Jessicas Herz klopfte. Was war das denn?, wunderte sie sich. Eine Rakete?
Es dauerte eine Weile, bis sie sich von diesem Schock erholt hatte und nicht mehr alle paar Sekunden in den Rückspiegel blickte.
In der Zwischenzeit fuhr sie etwas langsamer, aber immer noch viel zu schnell. Erst als sie die Stadt erreichte, drosselte sie das Tempo, während sie nach einem Restaurant oder einer Bar Ausschau hielt.
Endlich! Auf der anderen Strassenseite leuchtete ihr die Neonschrift einer Bar entgegen. Zahlreiche Wagen parkten am Strassenrand. Unter Laternen standen ein paar komische Gestalten und unterhielten sich.
Ein paar Parkplätze waren gleich neben dem Eingang angelegt. Diese waren aber alle besetzt. Sie fuhr an der Bar vorbei, wendete ein paar Strassen weiter vorne, fuhr in die Parklücke, die sie schon zuvor entdeckt hatte, und stellte den Motor ab.
Eine dicke Nebeldecke hing über der Stadt. Es nieselte und war kalt. Jessica fror trotz des warmen Pullovers und der gefütterten Jacke. Sie kam an einem Schuhgeschäft, einem Delikatessenladen und einer Konditorei vorbei. Dann war die Bar in Sicht, auf die sie mit grossen Schritten zustrebte.
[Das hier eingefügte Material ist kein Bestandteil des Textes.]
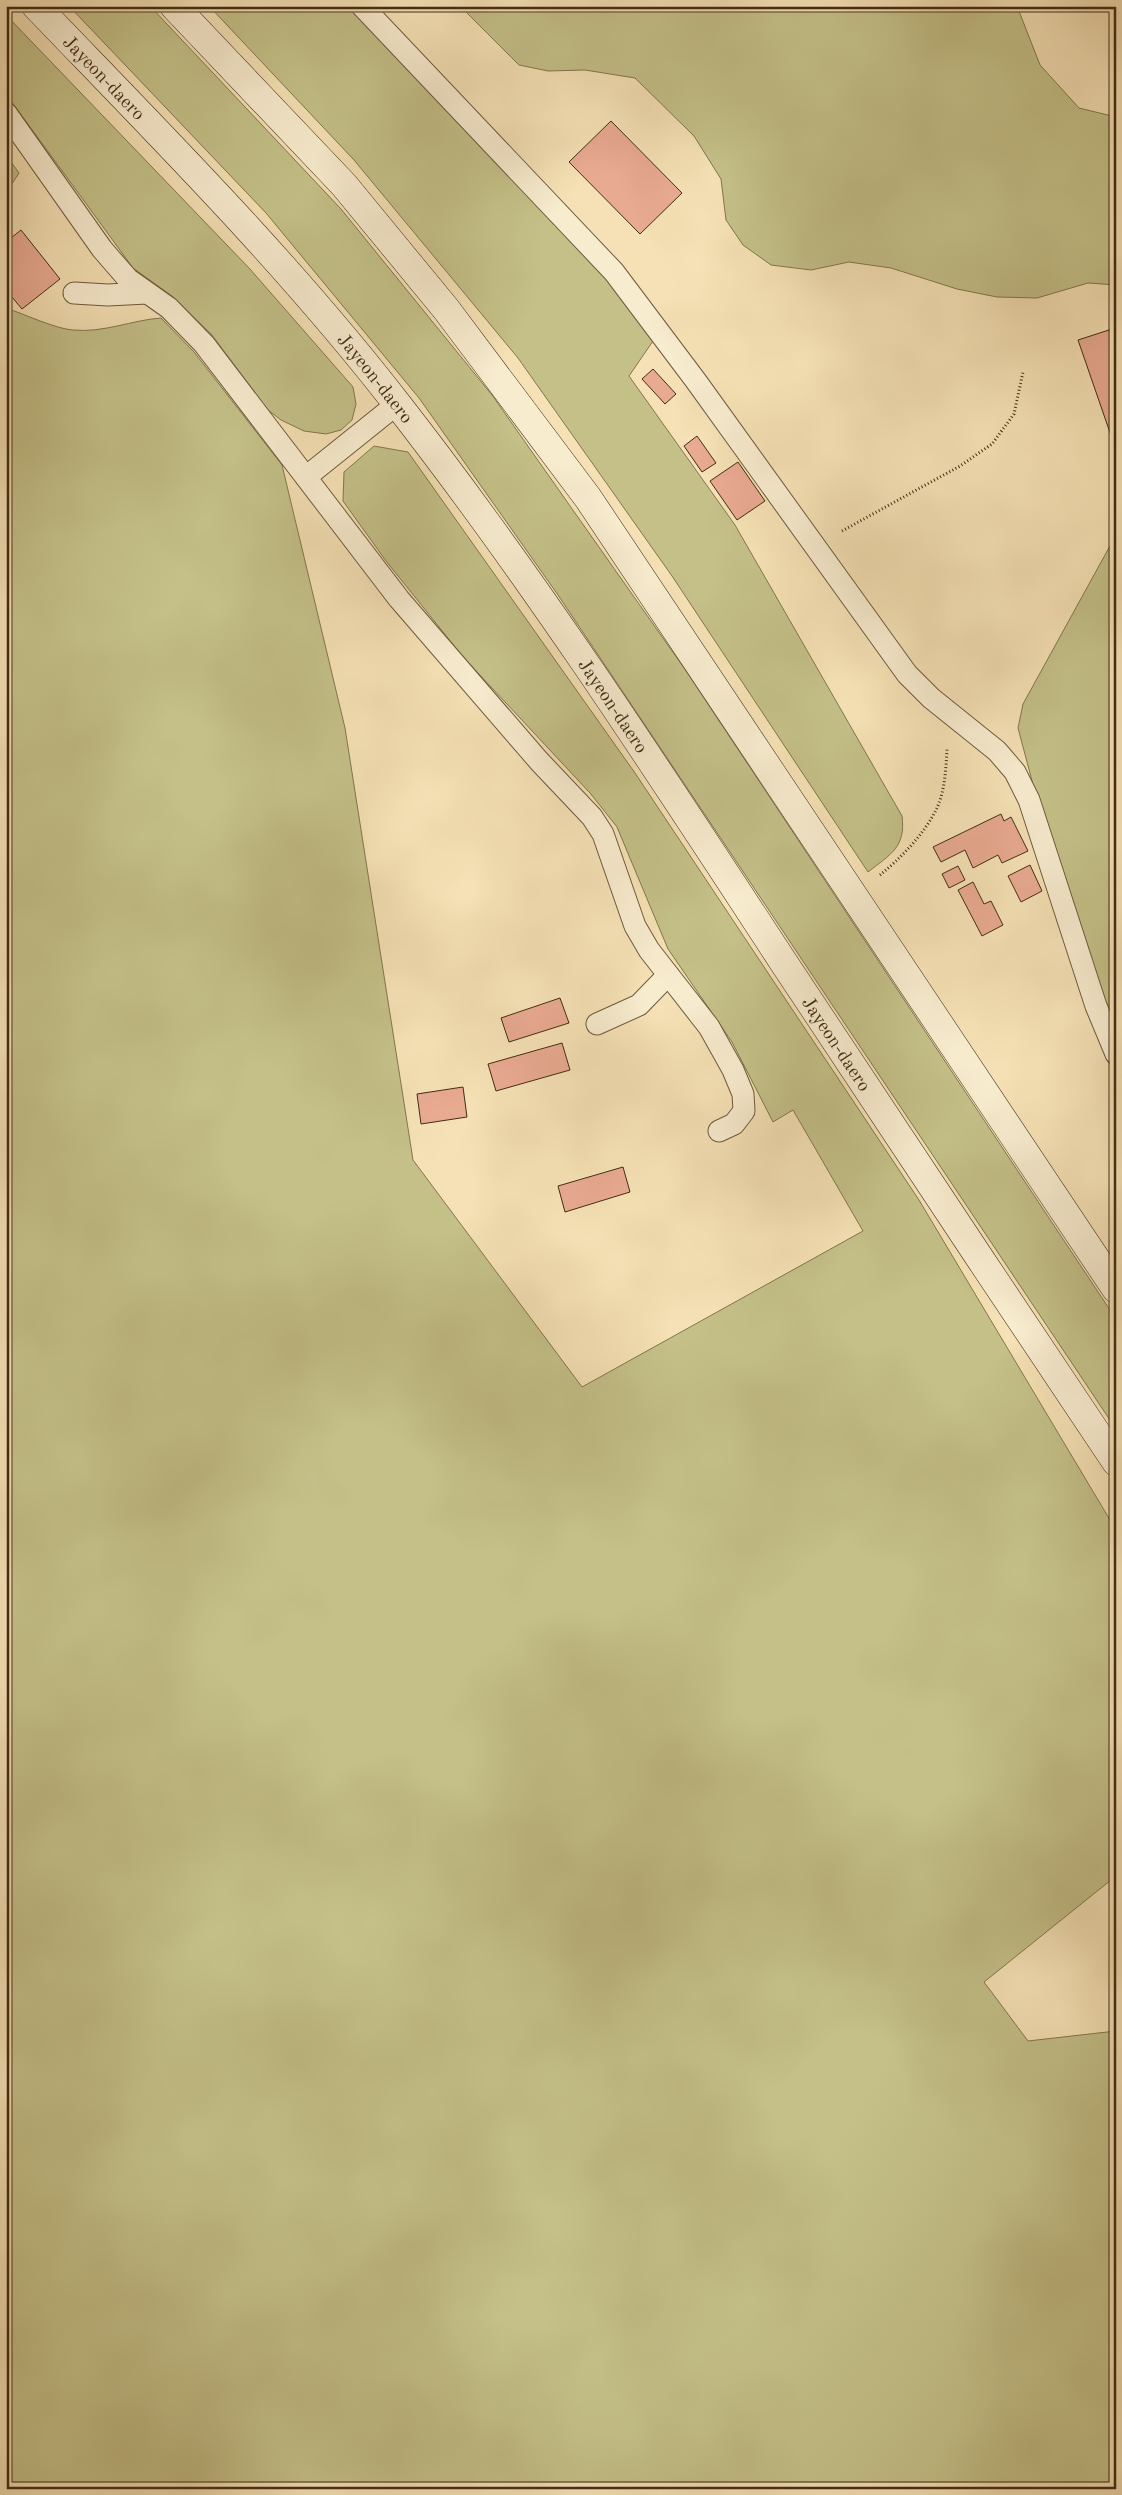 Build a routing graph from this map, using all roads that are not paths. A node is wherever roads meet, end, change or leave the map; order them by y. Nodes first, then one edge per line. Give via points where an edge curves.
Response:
1 (36, 6) edge
2 (174, 6) edge
3 (362, 6) edge
4 (6, 112) edge
5 (74, 293) dead end
6 (147, 293) junction
7 (397, 404) junction
8 (306, 477) junction
9 (668, 975) junction
10 (597, 1024) dead end
11 (1116, 1054) edge
12 (719, 1131) dead end
13 (1116, 1289) edge
14 (1116, 1462) edge

1 - 7 main road, Jayeon-daero via 290,277
2 - 13 main road via 344,185 446,309 588,498
3 - 11 lane via 614,272 907,674 996,750 1015,772 1029,800 1096,1006
4 - 6 lane via 102,249 128,279
5 - 6 lane
6 - 8 lane via 169,308 204,344
7 - 8 lane
7 - 14 main road, Jayeon-daero via 523,575 674,795
8 - 9 lane via 399,599 592,818 603,834 635,926
9 - 10 lane via 639,1005
9 - 12 lane via 709,1027 743,1094 744,1111 734,1124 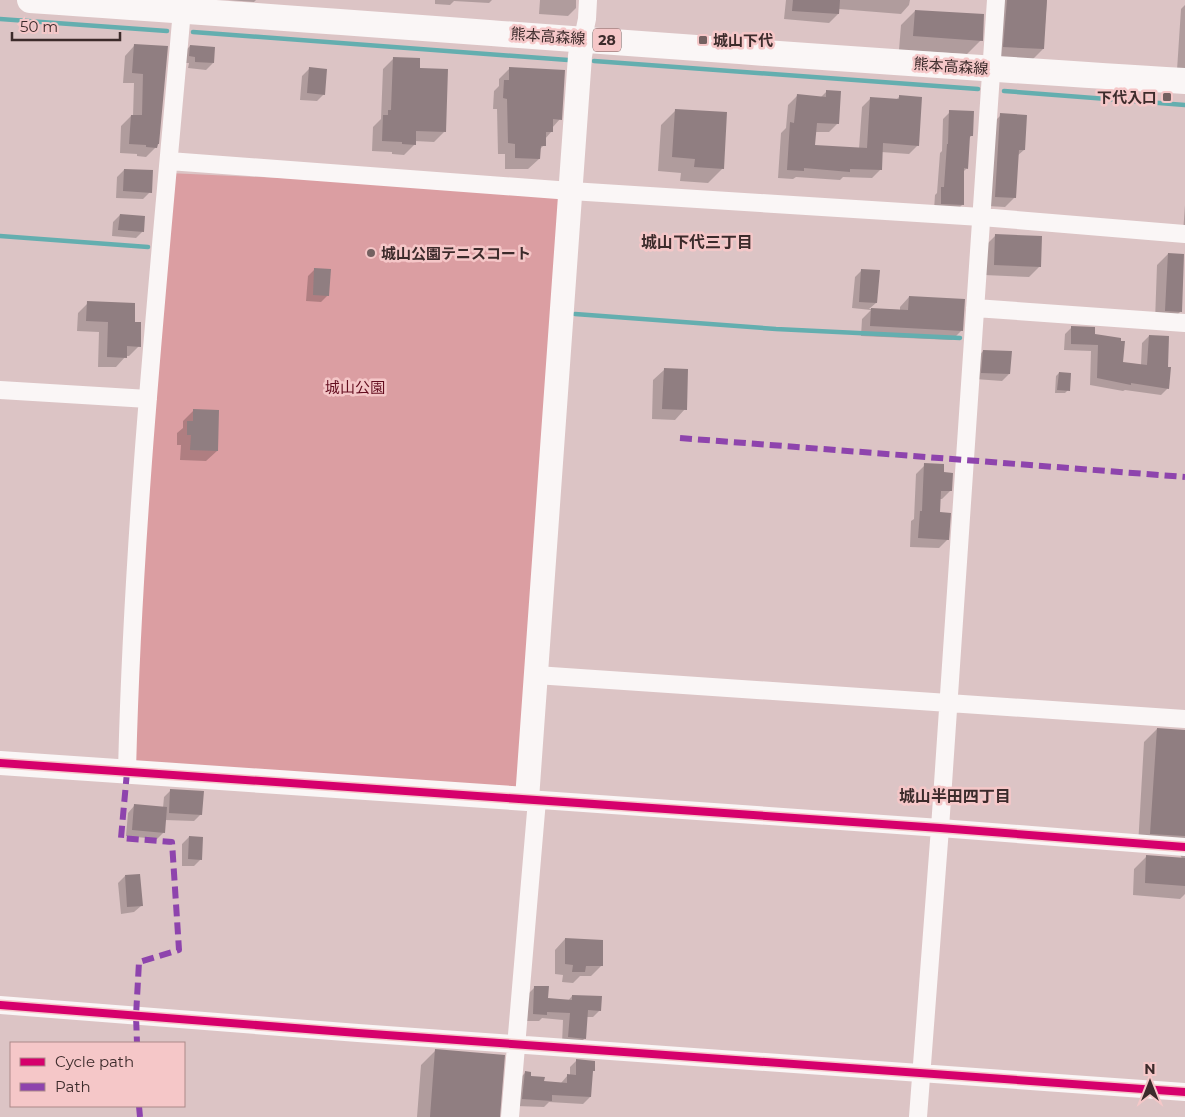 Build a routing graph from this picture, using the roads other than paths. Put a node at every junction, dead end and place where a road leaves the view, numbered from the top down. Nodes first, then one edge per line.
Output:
1 (30, 0) edge
2 (588, 0) edge
3 (996, 0) edge
4 (182, 5) edge
5 (583, 38) junction
6 (992, 70) junction
7 (1185, 81) edge
8 (169, 161) junction
9 (570, 191) junction
10 (981, 218) junction
11 (1185, 234) edge
12 (975, 308) junction
13 (1185, 323) edge
14 (0, 390) edge
15 (148, 399) junction
16 (536, 675) junction
17 (948, 704) junction
18 (1185, 719) edge
19 (0, 763) edge
20 (127, 772) junction
21 (532, 800) junction
22 (940, 828) junction
23 (1185, 847) edge
24 (0, 1005) edge
25 (516, 1044) junction
26 (921, 1073) junction
27 (1185, 1092) edge
28 (510, 1117) edge
29 (918, 1117) edge

1 - 4 main road, 熊本高森線 / 28
2 - 5 street
3 - 6 street
4 - 5 main road, 熊本高森線 / 28
4 - 8 street
5 - 6 main road, 熊本高森線 / 28
5 - 9 street
6 - 7 main road, 熊本高森線 / 28
6 - 10 street
8 - 9 street
8 - 15 street
9 - 10 street
9 - 16 street
10 - 11 street
10 - 12 street
12 - 13 street
12 - 17 street
14 - 15 street
15 - 20 street
16 - 17 street
16 - 21 street
17 - 18 street
17 - 22 street
19 - 20 street
20 - 21 street
21 - 22 street
21 - 25 street
22 - 23 street
22 - 26 street
24 - 25 street
25 - 26 street
25 - 28 street
26 - 27 street
26 - 29 street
Über der Tür hatte sich ursprünglich ein Bär aus Neonröhren befunden, der blau ausgeleuchtet werden konnte. Anscheinend funktionierte die Lichtleitung nicht richtig, denn nur noch die Pfoten glühten blau. Der Körper lag im Dunkeln. Sie überlegte einen Moment, ob sie wirklich in diese Bar hineingehen wollte. Sie wusste, sie hatte keine andere Wahl. Nur so konnte sie herausfinden, weshalb ihre Tochter sie so verzweifelt gesucht hatte.
Durch eine Glastür gelangte sie in einen schmalen Gang. Dann führten drei Stufen zu einer vorhangbespannten Tür hinauf. Jessica spähte durch einen Spalt des Vorhangs in den langgestreckten Raum. Die Bar war brechend voll, die Musik ohrenbetäubend und es roch nach abgestandener Luft. Alles lachte und schrie durcheinander. Es machte den Anschein, als hätte sich ganz Banff versammelt, denn es waren alle Altersgruppen vertreten.